Our school doesn’t compost food waste. How can we get started?

The best way to get started with composting food waste is to do a waste audit. This will let you know how much of your food is currently being thrown away, and how big of a problem it is. Then, after coordinating with your school, we can bring in a sort table (free of charge!) and provide education to your students as to how to use it. Student monitors during lunch are a great way to get students involved and keep the food waste bin contamination free!

Can we compost food waste in compost bins at our school?

This is certainly an option to consider, but most school districts find this problematic and support the food waste collection through Waste Connections. Turning food waste into nutrient rich compost can require time, resources and knowledge that most schools don’t have. We have heard of districts being supportive of onsite composting for schools that offer horticulture programs. Check with your district before going too far in this direction.

How do I find others to get involved with me in increasing sustainability?

Many schools in Clark County have Green Teams and have done lots of projects that could inspire you! We offer many ways to connect schools in order to connect and share ideas.

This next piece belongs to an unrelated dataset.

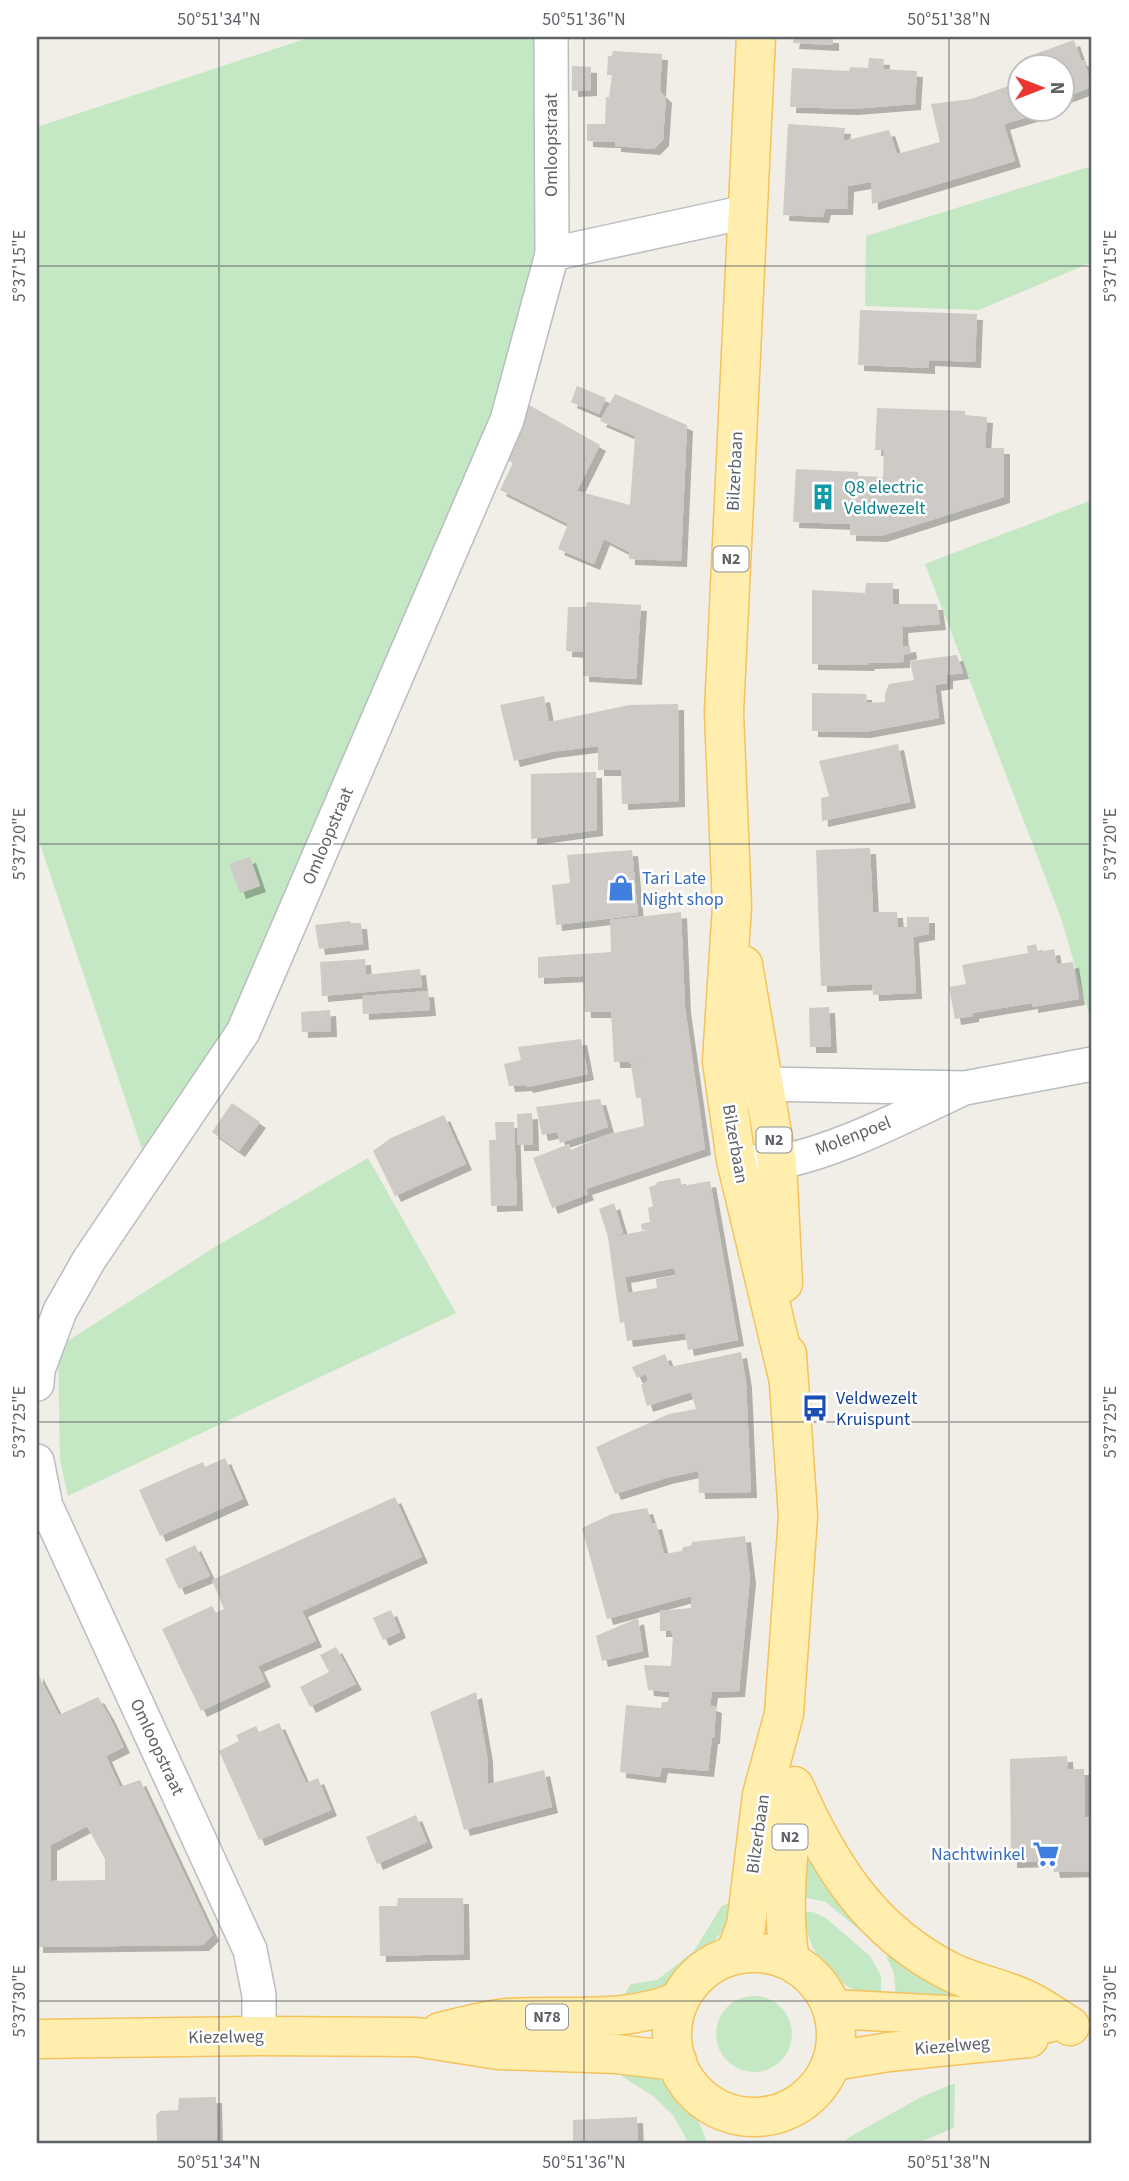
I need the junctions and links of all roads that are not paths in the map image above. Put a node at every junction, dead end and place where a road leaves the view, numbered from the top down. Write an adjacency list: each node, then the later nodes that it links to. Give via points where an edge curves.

  • Our Clark County Green Schools Summit is a great place for students and green team leaders to connect with others and get ideas.
  • We offer two Washington Green Schools trainings each year where green team leaders can learn more about resources and network with other people doing the same thing in their school.
  • Our School Stories are a great way to hear about what other schools are doing and get inspired. We invite you to share your story so others can be inspired by the great work you are doing! Have a great school story to share? Let us know.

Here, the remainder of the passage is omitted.